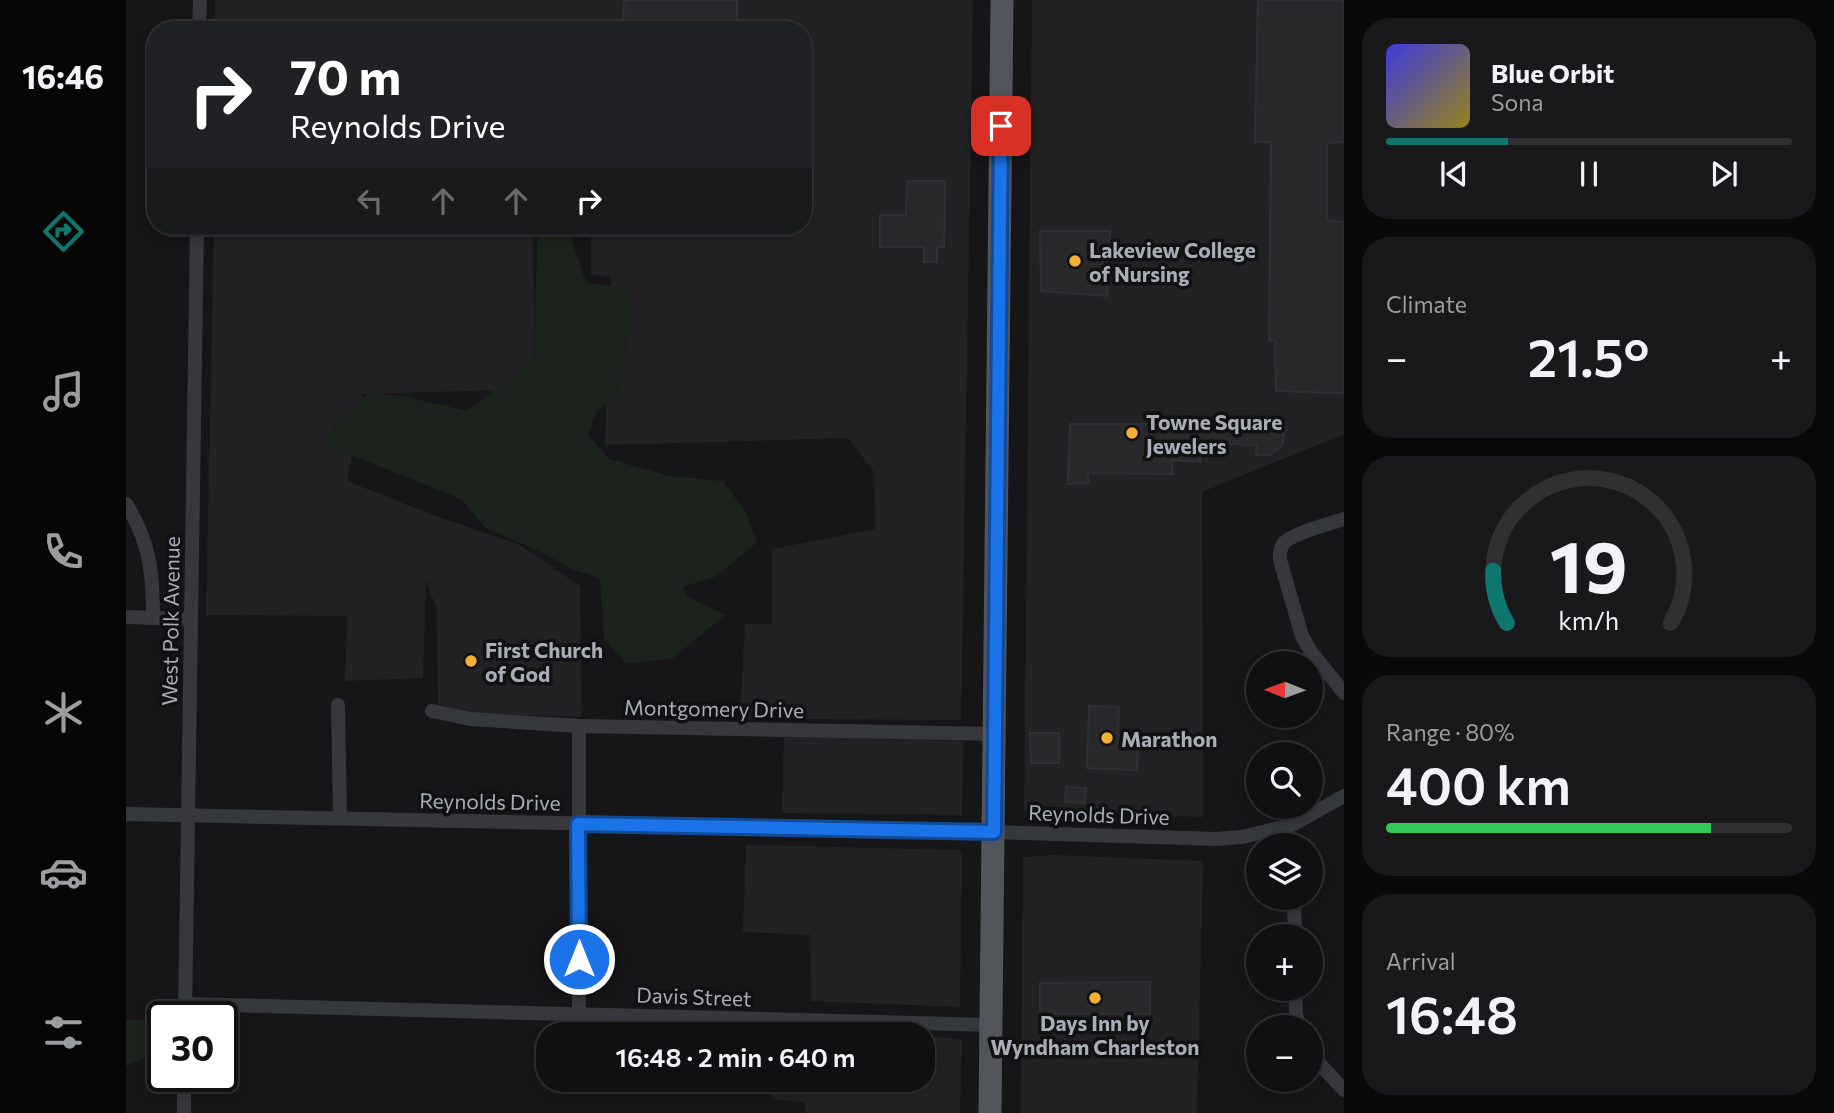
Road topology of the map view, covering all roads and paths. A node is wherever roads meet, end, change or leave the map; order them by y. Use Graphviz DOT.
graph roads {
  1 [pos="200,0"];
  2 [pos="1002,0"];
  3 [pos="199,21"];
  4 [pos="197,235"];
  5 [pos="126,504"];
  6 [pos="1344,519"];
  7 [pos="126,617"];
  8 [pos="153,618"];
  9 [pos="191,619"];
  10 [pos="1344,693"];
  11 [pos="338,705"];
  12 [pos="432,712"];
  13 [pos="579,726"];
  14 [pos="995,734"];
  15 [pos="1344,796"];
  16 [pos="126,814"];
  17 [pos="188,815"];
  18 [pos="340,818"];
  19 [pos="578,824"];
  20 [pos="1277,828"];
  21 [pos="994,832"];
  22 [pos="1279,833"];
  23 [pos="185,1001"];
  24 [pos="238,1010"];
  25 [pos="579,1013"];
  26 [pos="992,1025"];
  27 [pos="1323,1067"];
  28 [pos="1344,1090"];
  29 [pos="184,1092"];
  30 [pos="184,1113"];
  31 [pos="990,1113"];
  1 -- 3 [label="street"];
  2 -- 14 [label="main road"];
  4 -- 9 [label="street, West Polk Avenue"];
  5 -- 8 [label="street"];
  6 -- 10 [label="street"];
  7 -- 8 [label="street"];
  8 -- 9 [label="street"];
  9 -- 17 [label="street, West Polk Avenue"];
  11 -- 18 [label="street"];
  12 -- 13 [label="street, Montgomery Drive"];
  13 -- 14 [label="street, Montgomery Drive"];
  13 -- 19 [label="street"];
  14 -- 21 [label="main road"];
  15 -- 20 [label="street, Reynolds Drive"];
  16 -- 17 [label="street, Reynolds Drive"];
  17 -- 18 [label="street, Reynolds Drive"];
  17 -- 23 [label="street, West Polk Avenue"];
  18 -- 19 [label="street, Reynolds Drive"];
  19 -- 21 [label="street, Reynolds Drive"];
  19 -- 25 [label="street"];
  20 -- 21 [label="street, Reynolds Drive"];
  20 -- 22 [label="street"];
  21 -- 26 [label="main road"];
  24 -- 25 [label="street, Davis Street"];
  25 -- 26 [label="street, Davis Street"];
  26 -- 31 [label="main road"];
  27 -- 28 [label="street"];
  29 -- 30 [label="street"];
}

Task brief: Among the lines above, find those containing the word "main" and copy each.

Task result:
  2 -- 14 [label="main road"];
  14 -- 21 [label="main road"];
  21 -- 26 [label="main road"];
  26 -- 31 [label="main road"];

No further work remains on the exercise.